New evidence suggests holding SGLT2 inhibitors prior to surgery may be harmful
SGLT2 inhibitor use reduced cardiovascular injury following cardiac surgery in a pilot study
A small pilot study caught my eye as it played into my biases about continuing sodium-glucose cotransporter 2 inhibitors (SGLT2i) in the perioperative setting. This retrospective study looked at adult patients on SGLT2i with left ventricular ejection fraction (LVEF) ≤ 50% who were undergoing non-emergent cardiopulmonary bypass (CPB). They were propensity matched with controls who were not taking SGLT2i, with each group containing 86 patients. Instead of being held for 3-4 days, patients in the SGLT2i group only had a dose held on the day of surgery.
The primary outcome was a composite of postoperative myocardial injury (defined as high-sensitivity troponin T > 70x the upper reference limit), low cardiac output syndrome (defined as requiring inotropes for > 48 hours or requiring mechanical circulatory support), and 30-day mortality. The composite primary endpoint occurred in 26.7% of subjects in the SGLT2i group compared with 41.9% in the matched controls (odds ratio [OR] 0.51; 95% confidence interval [CI], 0.27-0.96; p = 0.04). The primary outcome was largely driven by a reduction in myocardial injury, with 15.1% in the SGLT2i group compared with 41.9% in the control group (OR 0.46; 95% CI, 0.22-0.97; p = 0.04).

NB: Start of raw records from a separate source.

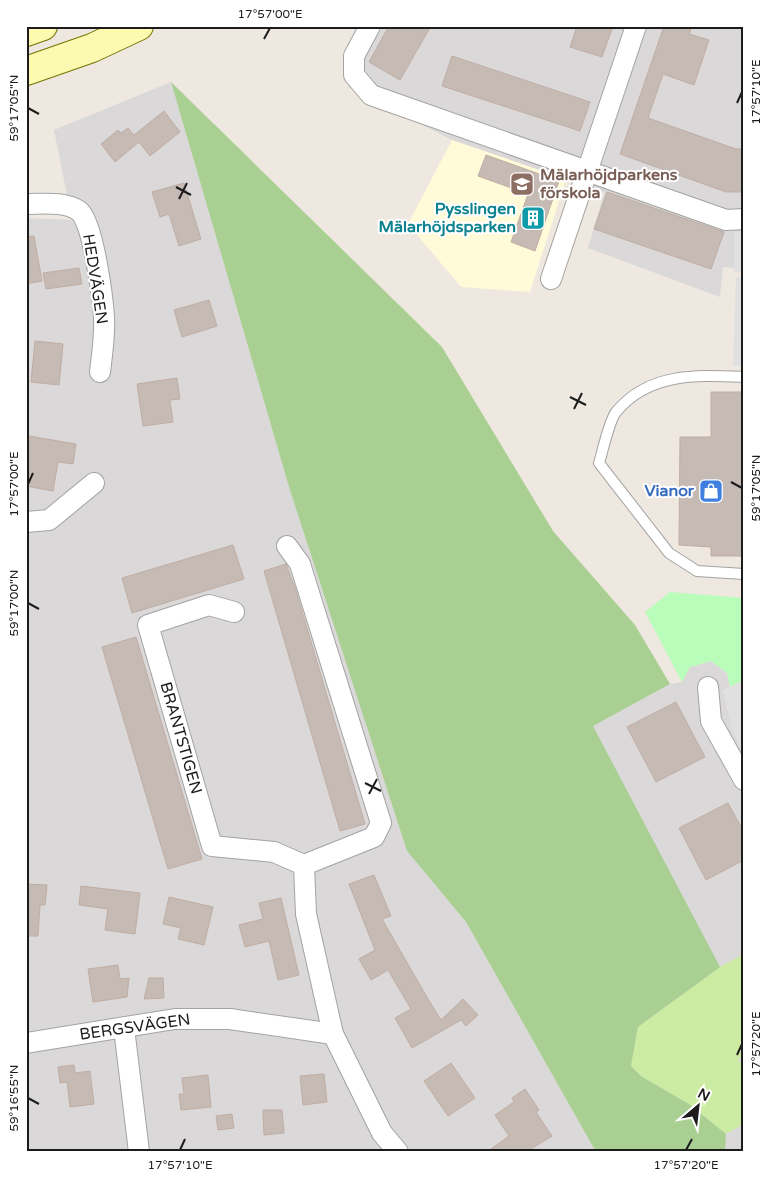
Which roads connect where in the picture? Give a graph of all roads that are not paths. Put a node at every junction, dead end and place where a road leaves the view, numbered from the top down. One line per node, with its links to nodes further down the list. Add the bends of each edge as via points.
1 (43, 26): 5 (main road)
2 (139, 26): 6 (main road, via 92,48)
3 (370, 26): 7 (street, via 354,56 354,75 370,95)
4 (636, 26): 7 (street)
5 (26, 32)
6 (26, 71)
7 (588, 171): 9 (street, via 726,220); 10 (street)
8 (26, 204): 11 (street, HEDVÄGEN, via 66,205 80,212 87,224 94,248 104,319)
9 (744, 219)
10 (551, 278)
11 (100, 372)
12 (744, 377): 16 (lane, via 692,375 646,386 615,412 599,463 669,552 697,571)
13 (94, 484): 14 (street, via 49,520)
14 (26, 522)
15 (287, 546): 20 (street, via 300,564 381,823 374,836)
16 (744, 574)
17 (234, 612): 20 (street, BRANTSTIGEN, via 209,605 148,625 212,846 274,852)
18 (708, 687): 19 (street, via 711,721)
19 (744, 780)
20 (304, 865): 22 (street, via 306,914)
21 (124, 1028): 22 (street, BERGSVÄGEN, via 176,1019 230,1019); 23 (street, BERGSVÄGEN); 24 (street)
22 (333, 1034): 25 (street, via 382,1133)
23 (26, 1043)
24 (139, 1152)
25 (398, 1152)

Before we conclude that SGLT2i should always be continued for surgery, let’s look at the limitations. The most significant limitations are the retrospective nature and relatively small sample size. The authors note that they did not have data on the incidence of ketoacidosis (diabetic or euglycemic), preventing us from weighing the potential risks of ketoacidosis1 against the benefits of protecting the myocardium. While the matching appeared to be well done, some differences in outcomes (listed in their Table 2) could have affected the results. Patients in the control group received approximately 60% more intravenous fluid than the SGLT2i group and had a nonsignificantly longer average time on CPB. Those in the SGLT2i group had a statistically significant shorter time to wean from CPB (20 vs. 25 minutes, p = 0.005).
The limitations should give us pause, but given the known cardioprotective benefits of SGLT2i, it is reasonable to think this acute cardioprotective effect is real. Hopefully, a randomized controlled trial also looking at the incidence of ketoacidosis (with measurement of preoperative and postoperative blood ketone levels) can confirm these results. Until that time, and considering the research showing no significant increase in diabetic ketoacidosis, these new data further suggest that the recommendation to hold SGLT2i for 3–4 days before surgery may be causing more harm than it is reducing.
If you want to dive deeper on topic, check out a recent podcast I did on ACCRAC discussing SGLT2 inhibitors and GLP-1 receptor agonists.
Because many hospitalized patients, and likely most ICU patients, receive insulin to tightly control their blood glucose, it is possible that the incidence of ketoacidosis would be lower due to the exogenous insulin suppressing ketogenesis. This could mean that the risk of ketoacidosis is much lower in an ICU population than in patients admitted to the floor.